Archived from groups: microsoft.public.windowsxp.basics (More info?)

I've got a Panasonic Toughbook which I use for simple tasks (note-taking,
calculations, a little surfing). It works great and I would hate to throw it
away, but I am getting tired of the Win98 that it came with, which is far
inferior to XP that I have gotten used to on my main computer, and anyway is
way overdue for reinstall.

The Toughbook has a 64M CPU and a 2G HD. According to the Microsoft website,
64M is the minimum (128 recommended) and 1.5G disk space. Am I going to
encounter problems if I try to upgrade with hardware this close to the
minimum? Is it even worth it?

More about : minimum hard disk cpu question

Anonymous
January 11, 2005 11:50:32 PM

Archived from groups: microsoft.public.windowsxp.basics (More info?)

64MB is the minimum memory, 233Mhz is the minimum processor speed. the
install of XP alone, requires 1.5GB worth of the hard drive, not much room
for anything else when you get finished installing. XP is extremely
graphics intensive and likely well beyond the capability of that Toughbook,
you likely can't get XP drivers for all the hardware and assuming you could
get it installed, it would run slower than molasses on a freezing day.

You can turn off the eye candy though it won't make a lot of difference on
the setup you describe and if you do, it will look very similar to Win98.

Is it even worth it...short answer, no!

--
Michael Solomon MS-MVP
Windows Shell/User
Backup is a PC User's Best Friend
DTS-L.Org: http://www.dts-l.org/

"Dave Gower" <davegow.removethis@magma.ca> wrote in message
news:-46dnY09v4XwH3ncRVn-rQ@magma.ca...
> I've got a Panasonic Toughbook which I use for simple tasks (note-taking,
> calculations, a little surfing). It works great and I would hate to throw
> it away, but I am getting tired of the Win98 that it came with, which is
> far inferior to XP that I have gotten used to on my main computer, and
> anyway is way overdue for reinstall.
>
> The Toughbook has a 64M CPU and a 2G HD. According to the Microsoft
> website, 64M is the minimum (128 recommended) and 1.5G disk space. Am I
> going to encounter problems if I try to upgrade with hardware this close
> to the minimum? Is it even worth it?
>
Anonymous
January 11, 2005 11:50:32 PM

Archived from groups: microsoft.public.windowsxp.basics (More info?)
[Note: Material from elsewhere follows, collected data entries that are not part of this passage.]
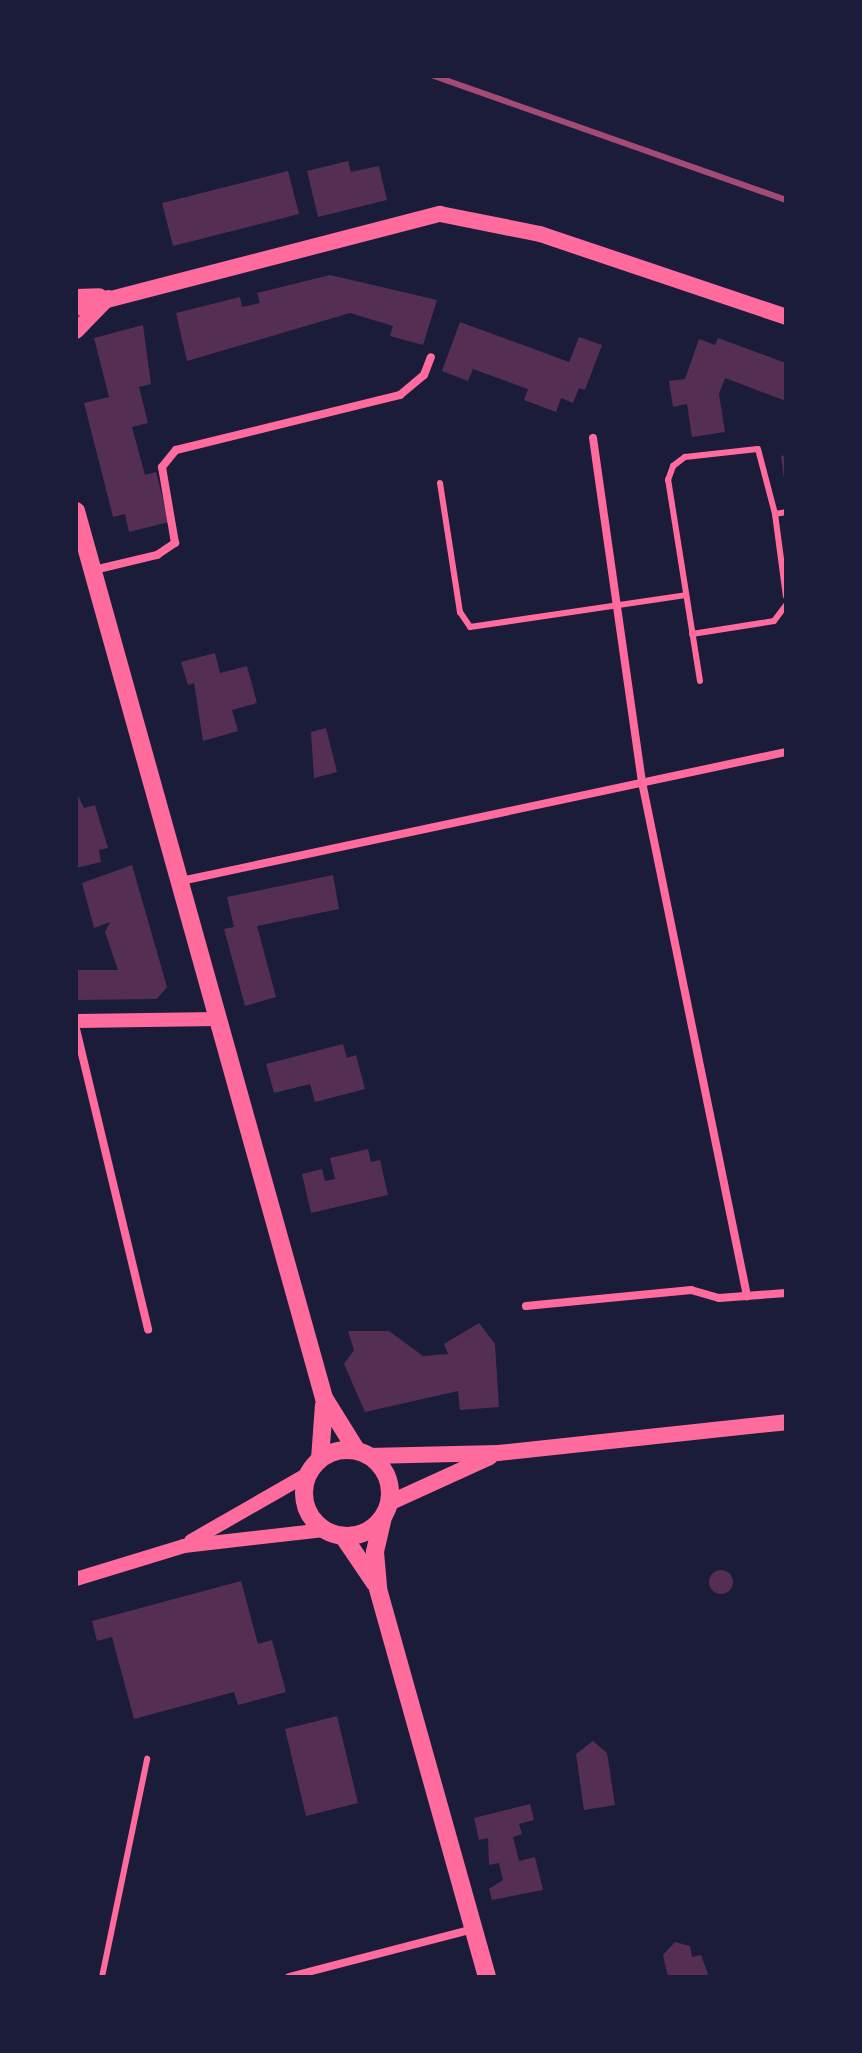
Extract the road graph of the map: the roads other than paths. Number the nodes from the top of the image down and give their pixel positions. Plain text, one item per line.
1 (106, 296) junction
2 (76, 298) edge
3 (76, 308) edge
4 (786, 317) edge
5 (76, 331) edge
6 (431, 357) dead end
7 (593, 438) dead end
8 (440, 483) dead end
9 (76, 511) edge
10 (786, 512) edge
11 (775, 514) junction
12 (93, 570) junction
13 (686, 595) junction
14 (786, 596) edge
15 (786, 605) edge
16 (615, 606) junction
17 (692, 634) junction
18 (700, 681) dead end
19 (786, 752) edge
20 (642, 782) junction
21 (180, 881) junction
22 (218, 1019) junction
23 (76, 1021) edge
24 (76, 1029) edge
25 (786, 1293) edge
26 (747, 1296) junction
27 (526, 1306) dead end
28 (148, 1330) dead end
29 (324, 1398) junction
30 (786, 1422) edge
31 (363, 1453) junction
32 (498, 1453) junction
33 (314, 1467) junction
34 (386, 1510) junction
35 (324, 1530) junction
36 (343, 1536) junction
37 (184, 1546) junction
38 (80, 1580) edge
39 (378, 1589) junction
40 (147, 1759) dead end
41 (473, 1929) junction
42 (102, 1977) edge
43 (289, 1977) edge
44 (487, 1977) edge

1 - 2 main road
1 - 3 main road
1 - 4 main road
1 - 5 main road
6 - 12 street
7 - 16 street
8 - 16 lane
9 - 12 main road
10 - 11 lane
11 - 13 lane
11 - 14 lane
12 - 21 main road
13 - 16 lane
13 - 17 lane
15 - 17 lane
16 - 20 street
17 - 18 lane
19 - 20 street
20 - 21 street
20 - 26 street
21 - 22 main road
22 - 23 street
22 - 29 main road
24 - 28 street
25 - 26 street
26 - 27 street
29 - 31 main road
29 - 33 main road
30 - 32 main road
31 - 32 main road
31 - 33 main road
31 - 34 main road
32 - 34 main road
33 - 35 main road
33 - 37 street
34 - 36 main road
34 - 39 main road
35 - 36 main road
35 - 37 street
36 - 39 main road
37 - 38 street
39 - 41 main road
40 - 42 lane
41 - 43 street
41 - 44 main road

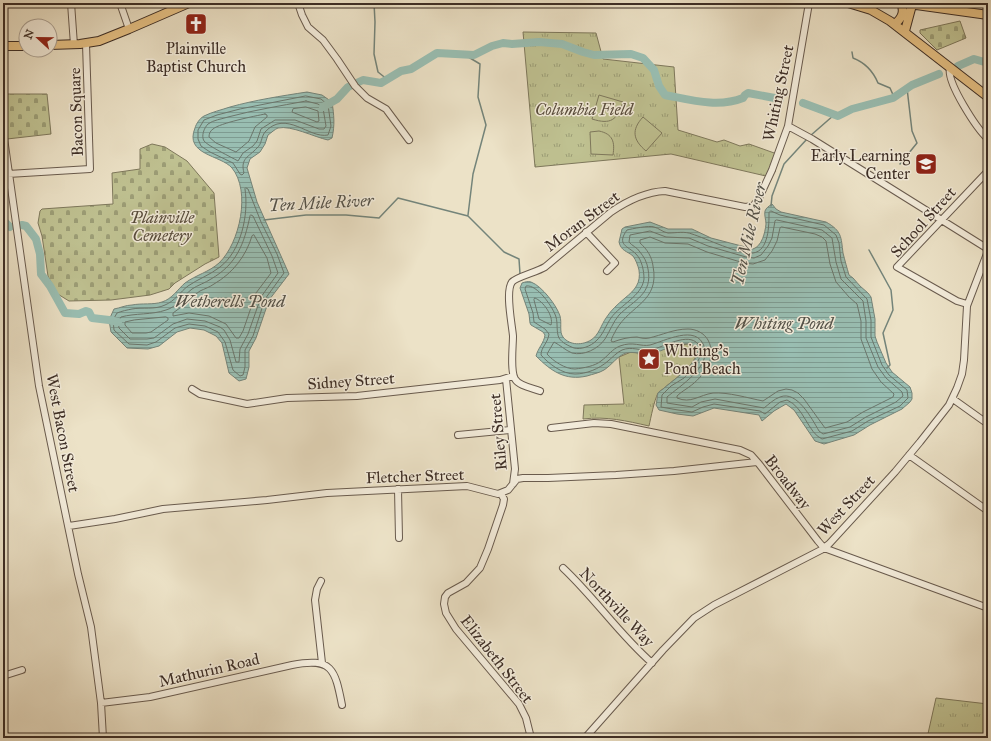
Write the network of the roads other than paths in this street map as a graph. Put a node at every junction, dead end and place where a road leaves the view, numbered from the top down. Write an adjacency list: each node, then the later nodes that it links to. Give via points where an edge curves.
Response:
1 (71, 3): 14 (street)
2 (120, 3): 11 (street)
3 (189, 3): 11 (main road)
4 (298, 3): 23 (street, via 308,26 323,40 354,85 367,98 386,109)
5 (809, 3): 20 (street, Whiting Street)
6 (848, 3): 10 (main road, via 871,10)
7 (902, 3): 8 (main road); 10 (main road, via 902,17)
8 (912, 5): 9 (main road); 12 (main road)
9 (988, 15)
10 (895, 24): 12 (main road)
11 (129, 29): 13 (main road)
12 (905, 31): 18 (main road)
13 (86, 44): 14 (main road); 25 (street, Bacon Square, via 90,169)
14 (74, 45): 17 (main road)
15 (3, 46): 16 (main road)
16 (18, 46)
17 (58, 46)
18 (950, 68): 19 (main road); 22 (street, via 952,84 975,124)
19 (988, 97)
20 (788, 126): 26 (street, Whiting Street, via 772,170); 27 (street)
21 (3, 131): 25 (street, West Bacon Street)
22 (988, 139)
23 (409, 140)
24 (988, 171): 27 (street, School Street)
25 (8, 174): 47 (street, West Bacon Street, via 39,386)
26 (753, 206): 28 (street, Moran Street, via 745,208 665,191 656,192 621,205)
27 (941, 219): 29 (street); 31 (street, School Street, via 897,267 957,301)
28 (586, 232): 30 (street, via 615,263); 32 (street, Moran Street, via 545,266 511,283 509,289)
29 (988, 250): 31 (street, West Street)
30 (607, 271)
31 (967, 304): 36 (street, West Street, via 962,374)
32 (513, 376): 33 (street, Sidney Street); 35 (street, via 519,383)
33 (506, 379): 34 (street, Sidney Street, via 357,396 287,398 247,404 200,394); 39 (street, Riley Street)
34 (192, 389)
35 (540, 391)
36 (952, 399): 37 (street); 41 (street, West Street)
37 (988, 424)
38 (551, 428): 42 (street, Broadway, via 594,423 619,425 740,450 751,455)
39 (510, 430): 40 (street); 43 (street, Riley Street, via 515,469)
40 (458, 435)
41 (909, 455): 46 (street); 49 (street, West Street)
42 (757, 462): 43 (street, via 616,475 523,478); 49 (street, Broadway)
43 (513, 484): 45 (street)
44 (398, 489): 45 (street, Fletcher Street, via 467,486); 47 (street, Fletcher Street, via 327,493 163,509 115,520); 48 (street)
45 (501, 494): 63 (street, Elizabeth Street, via 504,499 503,505 480,568 466,583 448,593 444,604 449,618 516,701 526,718)
46 (988, 511)
47 (69, 526): 57 (street, West Bacon Street, via 91,627)
48 (399, 538)
49 (824, 548): 52 (street); 54 (street, West Street, via 700,613)
50 (563, 568): 54 (street, Northville Way)
51 (321, 581): 53 (street, via 315,600)
52 (988, 608)
53 (322, 663): 57 (street, Mathurin Road, via 300,664 150,697); 58 (street, via 335,675)
54 (652, 663): 60 (street, West Street)
55 (22, 670): 56 (street)
56 (3, 676)
57 (101, 703): 62 (street, West Bacon Street)
58 (342, 705)
59 (3, 725): 61 (street)
60 (586, 737)
61 (5, 738)
62 (103, 738)
63 (531, 738)

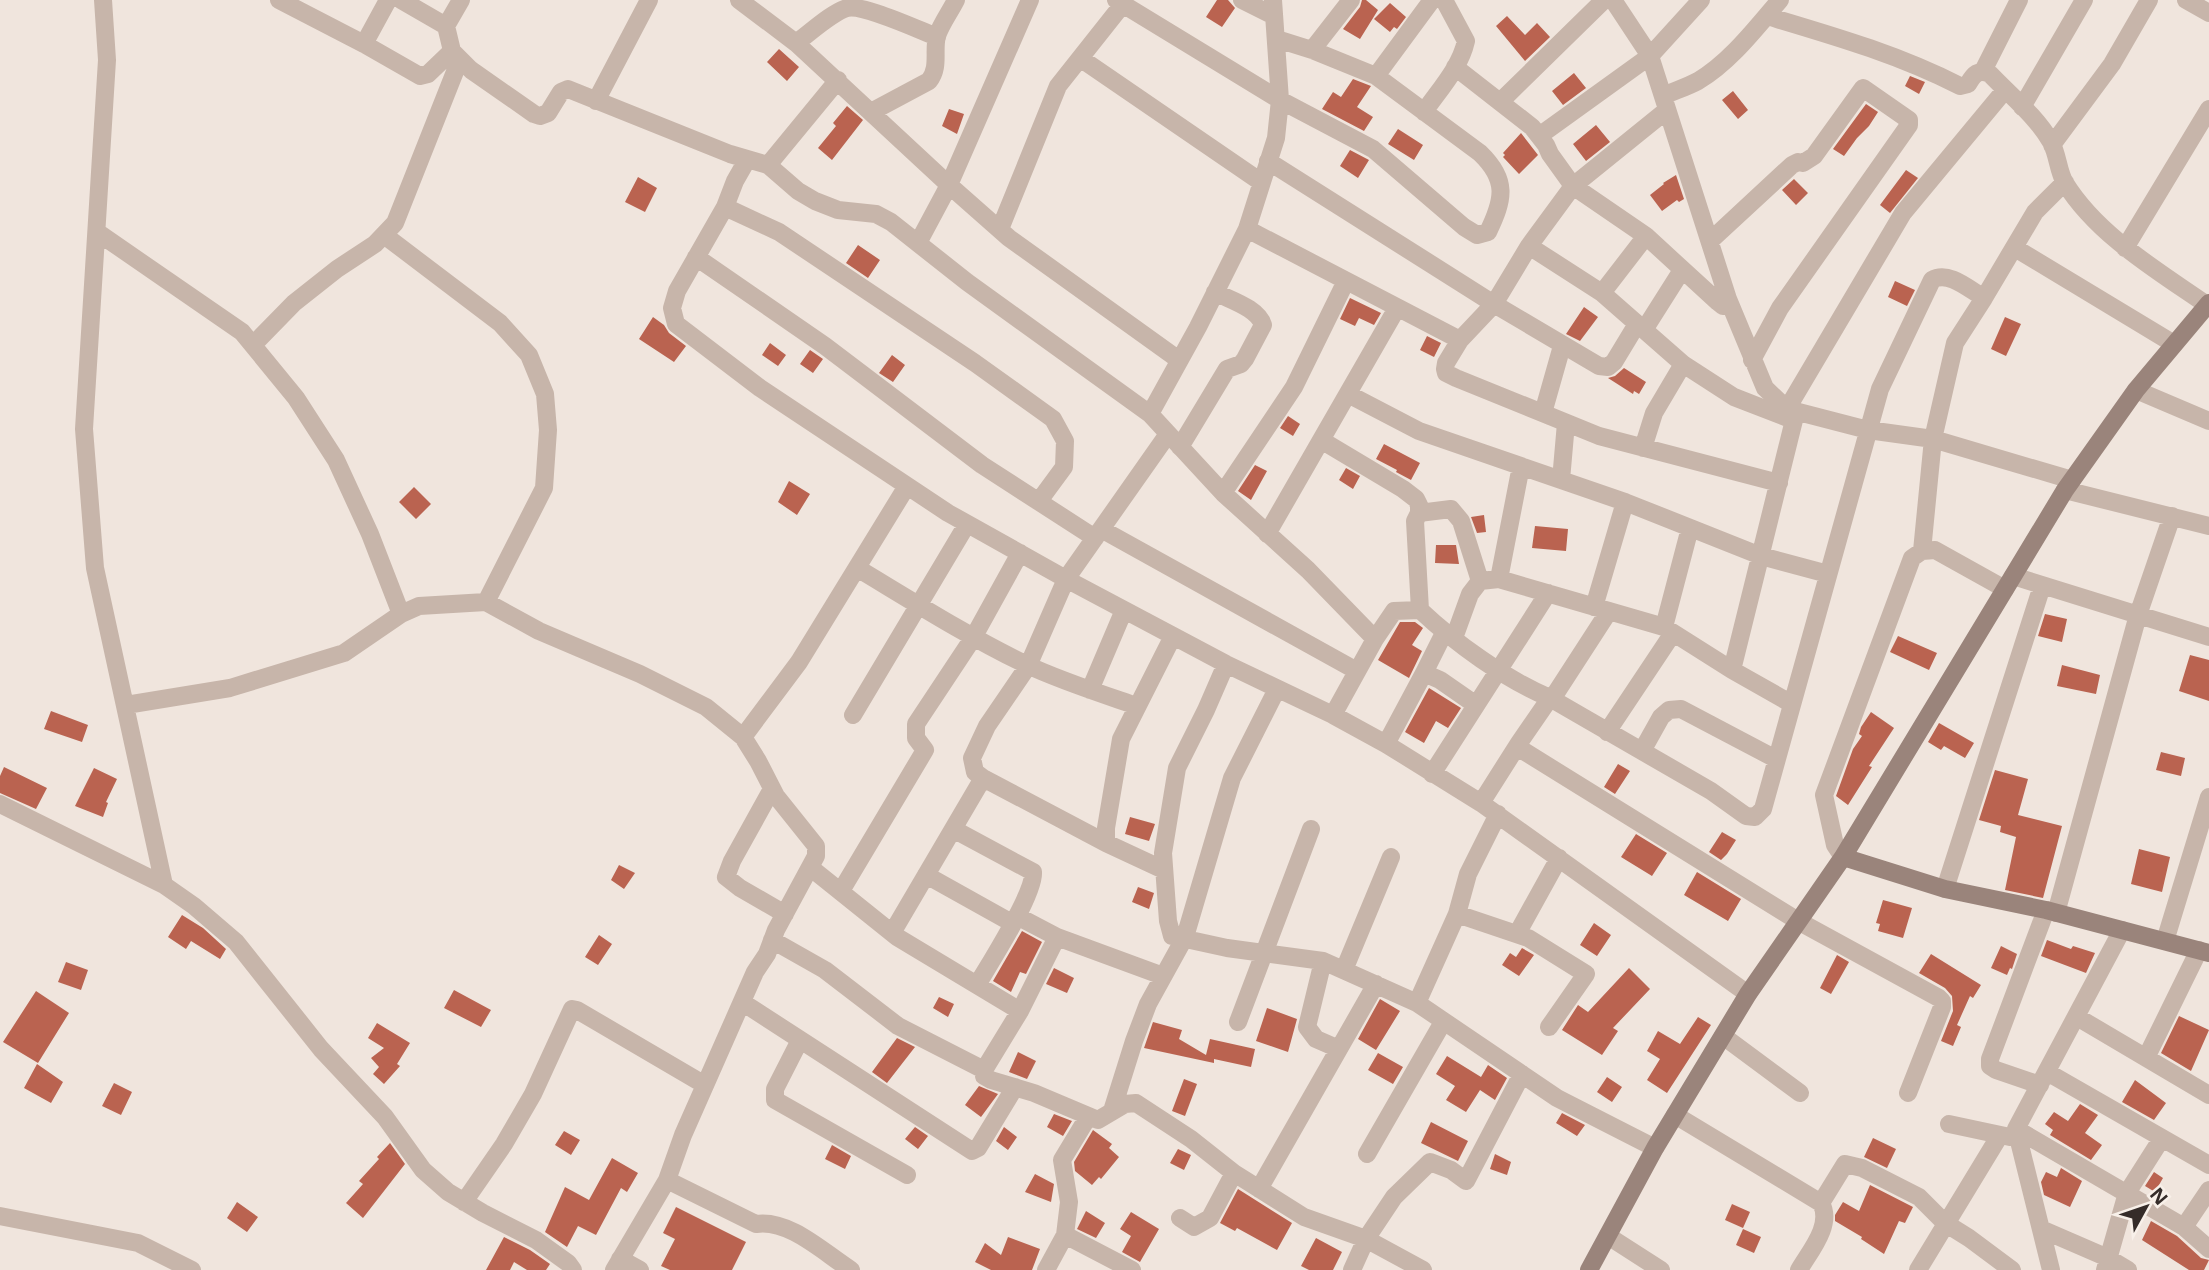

You would have much better luck with Windows 2000 Pro. However, first check
the Panasonic website to see if Panasonic has drivers for W2k or XP. With a
laptop that is vital. If the drivers are not available, don't try it.

--
Colin Barnhorst [MVP Windows - Virtual Machine]
"Dave Gower" <davegow.removethis@magma.ca> wrote in message
news:-46dnY09v4XwH3ncRVn-rQ@magma.ca...
> I've got a Panasonic Toughbook which I use for simple tasks (note-taking,
> calculations, a little surfing). It works great and I would hate to throw
> it away, but I am getting tired of the Win98 that it came with, which is
> far inferior to XP that I have gotten used to on my main computer, and
> anyway is way overdue for reinstall.
>
> The Toughbook has a 64M CPU and a 2G HD. According to the Microsoft
> website, 64M is the minimum (128 recommended) and 1.5G disk space. Am I
> going to encounter problems if I try to upgrade with hardware this close
> to the minimum? Is it even worth it?
>
Related resources
Anonymous
January 11, 2005 11:50:32 PM

Archived from groups: microsoft.public.windowsxp.basics (More info?)

Dave Gower wrote:
> I've got a Panasonic Toughbook which I use for simple tasks
> (note-taking, calculations, a little surfing). It works great and I
> would hate to throw it away, but I am getting tired of the Win98 that
> it came with, which is far inferior to XP that I have gotten used to
> on my main computer, and anyway is way overdue for reinstall.
>
> The Toughbook has a 64M CPU and a 2G HD. According to the Microsoft
> website, 64M is the minimum (128 recommended) and 1.5G disk space. Am
> I going to encounter problems if I try to upgrade with hardware this
> close to the minimum? Is it even worth it?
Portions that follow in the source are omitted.